07-14-2010 01:54 PM
Hello all,
Was just curious about why I have a coercion dot on my FFT Power Spectrum when suppling it a waveform? I thought (and the detailed help agrees with me) that a waveform was the required type of input. Maybe there is more going on here than I realize but clearly I don't see it.

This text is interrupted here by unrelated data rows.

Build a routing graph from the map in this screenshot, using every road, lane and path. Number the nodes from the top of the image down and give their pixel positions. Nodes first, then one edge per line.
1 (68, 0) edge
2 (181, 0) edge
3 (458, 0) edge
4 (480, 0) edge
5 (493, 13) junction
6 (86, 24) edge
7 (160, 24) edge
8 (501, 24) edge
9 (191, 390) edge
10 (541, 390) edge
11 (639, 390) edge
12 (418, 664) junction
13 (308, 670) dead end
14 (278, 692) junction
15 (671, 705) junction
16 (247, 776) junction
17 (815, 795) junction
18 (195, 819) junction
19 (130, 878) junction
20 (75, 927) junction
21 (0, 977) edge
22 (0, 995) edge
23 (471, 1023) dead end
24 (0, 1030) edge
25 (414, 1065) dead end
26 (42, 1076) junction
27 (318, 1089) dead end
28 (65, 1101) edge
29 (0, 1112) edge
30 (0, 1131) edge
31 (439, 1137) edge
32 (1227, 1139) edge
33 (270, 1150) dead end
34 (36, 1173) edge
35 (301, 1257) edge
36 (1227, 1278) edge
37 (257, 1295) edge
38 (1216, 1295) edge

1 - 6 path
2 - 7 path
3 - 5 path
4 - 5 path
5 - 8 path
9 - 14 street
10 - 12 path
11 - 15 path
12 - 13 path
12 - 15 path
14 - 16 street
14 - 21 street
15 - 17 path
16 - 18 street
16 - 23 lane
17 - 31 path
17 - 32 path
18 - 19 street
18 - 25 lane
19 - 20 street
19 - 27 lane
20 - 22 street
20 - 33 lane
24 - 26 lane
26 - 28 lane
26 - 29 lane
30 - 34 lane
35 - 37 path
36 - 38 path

As a sidenote I'm going this because I'm replacing an express VI in an application I was handed to finish up and the express power spectrum VI seems to give results that are off by the square of the input function. Ok so that sentence makes little sense, so what I mean is when I hook a function generator up to my DAQ board and supply a sine wave of a known frequency the express power spectrum VI gives 16Hz instead of 4Hz, or 2500 instead of 50. The normal power spectrum VI works fine. Don't like Express VI's anyways but just curious.
Thanks in advance!
Solved! Go to Solution.
07-14-2010 02:00 PM - edited 07-14-2010 02:00 PM
Code?
This shows no coercion dot:
07-14-2010 02:05 PM
Here's the relevant part of the code. And yeah its messy...still testing it out at the moment!
07-14-2010 02:11 PM
Are you certain that t0 is in the correct format?
07-14-2010 02:13 PM
Well its the inverse of my sampling rate.
07-14-2010 02:14 PM
That would be dt.
07-14-2010 02:16 PM
Yeah it would...please excuse my inability to read! The t0 is just coming in from a "Get Time/Date in Seconds"
07-14-2010 02:21 PM
Is the Y array DBL? SGL or EXT would produce a coercion dot.
Lynn
07-14-2010 02:24 PM - edited 07-14-2010 02:24 PM
Are the array and dt the same precision? i.e. dbl?
Lynn beat me to it.
07-14-2010 02:24 PM
Good call! It was a single. I put in a convert to dbl and coercion dot is gone. Thanks a lot everybody!